Is this comparison available for us to view?

------
shutupalready
> General Clapper praised the food; his hosts later presented him with a bill
> for his share of the meal.

Not only are they evil, but they're _cheap_ too.

But the fact is that the hosts would have billed for the meal because the U.S.
government _asked_ to be billed.

The USG requires that officials traveling on business not accept gratuities,
gifts, dinners, or anything above a certain value (which is about US$100 -- it
gets adjusted for inflation, so it might be higher today).[1]

There is an exemption to allow acceptance of gifts of travel expenses of more
$100 when officials travel outside the United States on business, but only if
"such acceptance is appropriate, consistent with the interests of the United
States, and permitted by the employing agency".[1]

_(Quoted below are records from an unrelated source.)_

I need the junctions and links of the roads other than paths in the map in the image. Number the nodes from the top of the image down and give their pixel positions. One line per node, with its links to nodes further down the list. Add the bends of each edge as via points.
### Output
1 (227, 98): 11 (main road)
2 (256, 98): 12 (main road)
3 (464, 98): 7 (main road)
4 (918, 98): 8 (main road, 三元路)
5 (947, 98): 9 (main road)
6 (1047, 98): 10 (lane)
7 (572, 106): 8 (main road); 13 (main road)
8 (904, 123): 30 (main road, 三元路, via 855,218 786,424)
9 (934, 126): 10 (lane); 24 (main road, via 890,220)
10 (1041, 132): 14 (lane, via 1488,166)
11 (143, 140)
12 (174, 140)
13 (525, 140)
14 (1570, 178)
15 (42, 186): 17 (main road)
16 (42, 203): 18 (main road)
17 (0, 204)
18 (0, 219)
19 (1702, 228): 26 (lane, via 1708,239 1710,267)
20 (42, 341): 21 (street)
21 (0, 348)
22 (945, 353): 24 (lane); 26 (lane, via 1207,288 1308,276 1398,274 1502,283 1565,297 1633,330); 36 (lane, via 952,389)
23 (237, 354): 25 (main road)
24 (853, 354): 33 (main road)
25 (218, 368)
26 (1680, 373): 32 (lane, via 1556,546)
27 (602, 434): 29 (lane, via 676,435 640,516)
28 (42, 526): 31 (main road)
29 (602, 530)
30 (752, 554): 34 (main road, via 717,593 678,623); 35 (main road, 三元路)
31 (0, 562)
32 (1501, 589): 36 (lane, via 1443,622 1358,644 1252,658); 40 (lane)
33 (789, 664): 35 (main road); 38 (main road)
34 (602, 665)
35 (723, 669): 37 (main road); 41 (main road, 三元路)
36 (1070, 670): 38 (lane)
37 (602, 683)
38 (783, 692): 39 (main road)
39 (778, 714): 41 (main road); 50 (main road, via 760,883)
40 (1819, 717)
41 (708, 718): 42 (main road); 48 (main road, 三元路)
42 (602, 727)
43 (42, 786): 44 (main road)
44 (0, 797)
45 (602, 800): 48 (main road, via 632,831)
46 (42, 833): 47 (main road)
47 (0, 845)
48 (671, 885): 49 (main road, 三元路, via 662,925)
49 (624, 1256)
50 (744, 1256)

In this case, General Clapper and his staff probably didn't want to deal with
the question of whether it was "appropriate" or deal with reporting
requirements, so they just asked for the bill. Or, their North Korean hosts,
knowing U.S. policy, were proactive in making up a bill.

Either way, the NYT article should have mentioned the USG policy. If they
can't get that little thing right, it makes me wonder about the accuracy of
the rest of the article.

[1]
[http://www.gpo.gov/fdsys/pkg/USCODE-2010-title5/html/USCODE-...](http://www.gpo.gov/fdsys/pkg/USCODE-2010-title5/html/USCODE-2010-title5-partIII-
subpartF-chap73.htm)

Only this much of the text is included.